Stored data

┏━━

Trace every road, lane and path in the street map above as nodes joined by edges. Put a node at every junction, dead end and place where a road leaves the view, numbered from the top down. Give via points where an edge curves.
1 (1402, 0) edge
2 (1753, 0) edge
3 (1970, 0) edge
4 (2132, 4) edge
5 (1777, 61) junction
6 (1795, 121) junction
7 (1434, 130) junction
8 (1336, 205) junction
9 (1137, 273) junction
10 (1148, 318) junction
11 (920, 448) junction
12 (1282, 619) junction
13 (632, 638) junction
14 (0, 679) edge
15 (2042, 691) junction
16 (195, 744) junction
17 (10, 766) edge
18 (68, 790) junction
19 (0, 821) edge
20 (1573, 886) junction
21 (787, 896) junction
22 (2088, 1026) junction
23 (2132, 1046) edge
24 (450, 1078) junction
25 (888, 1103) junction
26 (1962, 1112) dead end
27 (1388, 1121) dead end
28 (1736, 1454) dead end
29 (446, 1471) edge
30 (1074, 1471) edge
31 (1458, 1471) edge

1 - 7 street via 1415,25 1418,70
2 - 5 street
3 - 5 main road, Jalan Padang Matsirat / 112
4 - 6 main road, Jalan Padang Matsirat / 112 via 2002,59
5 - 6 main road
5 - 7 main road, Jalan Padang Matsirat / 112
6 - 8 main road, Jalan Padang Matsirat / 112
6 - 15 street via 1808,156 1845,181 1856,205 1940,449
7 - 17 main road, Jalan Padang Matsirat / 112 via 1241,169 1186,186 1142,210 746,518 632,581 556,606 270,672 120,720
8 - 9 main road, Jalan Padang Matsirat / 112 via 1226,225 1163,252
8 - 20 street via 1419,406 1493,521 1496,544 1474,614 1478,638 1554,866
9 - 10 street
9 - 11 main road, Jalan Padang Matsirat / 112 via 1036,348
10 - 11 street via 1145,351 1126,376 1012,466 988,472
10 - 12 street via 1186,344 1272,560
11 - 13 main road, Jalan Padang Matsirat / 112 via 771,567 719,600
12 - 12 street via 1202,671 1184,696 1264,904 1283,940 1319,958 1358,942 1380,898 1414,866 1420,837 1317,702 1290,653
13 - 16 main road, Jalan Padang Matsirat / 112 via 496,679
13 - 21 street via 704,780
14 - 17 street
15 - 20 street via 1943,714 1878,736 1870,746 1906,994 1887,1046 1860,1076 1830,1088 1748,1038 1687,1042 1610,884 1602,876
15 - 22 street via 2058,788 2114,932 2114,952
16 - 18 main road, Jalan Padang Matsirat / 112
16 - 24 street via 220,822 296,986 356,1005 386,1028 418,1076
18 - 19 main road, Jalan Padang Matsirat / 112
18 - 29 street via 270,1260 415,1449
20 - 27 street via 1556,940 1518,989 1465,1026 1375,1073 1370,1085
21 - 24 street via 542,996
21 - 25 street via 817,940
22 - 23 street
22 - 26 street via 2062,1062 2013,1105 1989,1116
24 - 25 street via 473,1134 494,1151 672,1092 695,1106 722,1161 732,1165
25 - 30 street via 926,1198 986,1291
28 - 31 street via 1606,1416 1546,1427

┗━━

● TASK REQUIREMENTS:
Print every record above exactly as written.

● TASK SOLUTION:
Trace every road, lane and path in the street map above as nodes joined by edges. Put a node at every junction, dead end and place where a road leaves the view, numbered from the top down. Give via points where an edge curves.
1 (1402, 0) edge
2 (1753, 0) edge
3 (1970, 0) edge
4 (2132, 4) edge
5 (1777, 61) junction
6 (1795, 121) junction
7 (1434, 130) junction
8 (1336, 205) junction
9 (1137, 273) junction
10 (1148, 318) junction
11 (920, 448) junction
12 (1282, 619) junction
13 (632, 638) junction
14 (0, 679) edge
15 (2042, 691) junction
16 (195, 744) junction
17 (10, 766) edge
18 (68, 790) junction
19 (0, 821) edge
20 (1573, 886) junction
21 (787, 896) junction
22 (2088, 1026) junction
23 (2132, 1046) edge
24 (450, 1078) junction
25 (888, 1103) junction
26 (1962, 1112) dead end
27 (1388, 1121) dead end
28 (1736, 1454) dead end
29 (446, 1471) edge
30 (1074, 1471) edge
31 (1458, 1471) edge

1 - 7 street via 1415,25 1418,70
2 - 5 street
3 - 5 main road, Jalan Padang Matsirat / 112
4 - 6 main road, Jalan Padang Matsirat / 112 via 2002,59
5 - 6 main road
5 - 7 main road, Jalan Padang Matsirat / 112
6 - 8 main road, Jalan Padang Matsirat / 112
6 - 15 street via 1808,156 1845,181 1856,205 1940,449
7 - 17 main road, Jalan Padang Matsirat / 112 via 1241,169 1186,186 1142,210 746,518 632,581 556,606 270,672 120,720
8 - 9 main road, Jalan Padang Matsirat / 112 via 1226,225 1163,252
8 - 20 street via 1419,406 1493,521 1496,544 1474,614 1478,638 1554,866
9 - 10 street
9 - 11 main road, Jalan Padang Matsirat / 112 via 1036,348
10 - 11 street via 1145,351 1126,376 1012,466 988,472
10 - 12 street via 1186,344 1272,560
11 - 13 main road, Jalan Padang Matsirat / 112 via 771,567 719,600
12 - 12 street via 1202,671 1184,696 1264,904 1283,940 1319,958 1358,942 1380,898 1414,866 1420,837 1317,702 1290,653
13 - 16 main road, Jalan Padang Matsirat / 112 via 496,679
13 - 21 street via 704,780
14 - 17 street
15 - 20 street via 1943,714 1878,736 1870,746 1906,994 1887,1046 1860,1076 1830,1088 1748,1038 1687,1042 1610,884 1602,876
15 - 22 street via 2058,788 2114,932 2114,952
16 - 18 main road, Jalan Padang Matsirat / 112
16 - 24 street via 220,822 296,986 356,1005 386,1028 418,1076
18 - 19 main road, Jalan Padang Matsirat / 112
18 - 29 street via 270,1260 415,1449
20 - 27 street via 1556,940 1518,989 1465,1026 1375,1073 1370,1085
21 - 24 street via 542,996
21 - 25 street via 817,940
22 - 23 street
22 - 26 street via 2062,1062 2013,1105 1989,1116
24 - 25 street via 473,1134 494,1151 672,1092 695,1106 722,1161 732,1165
25 - 30 street via 926,1198 986,1291
28 - 31 street via 1606,1416 1546,1427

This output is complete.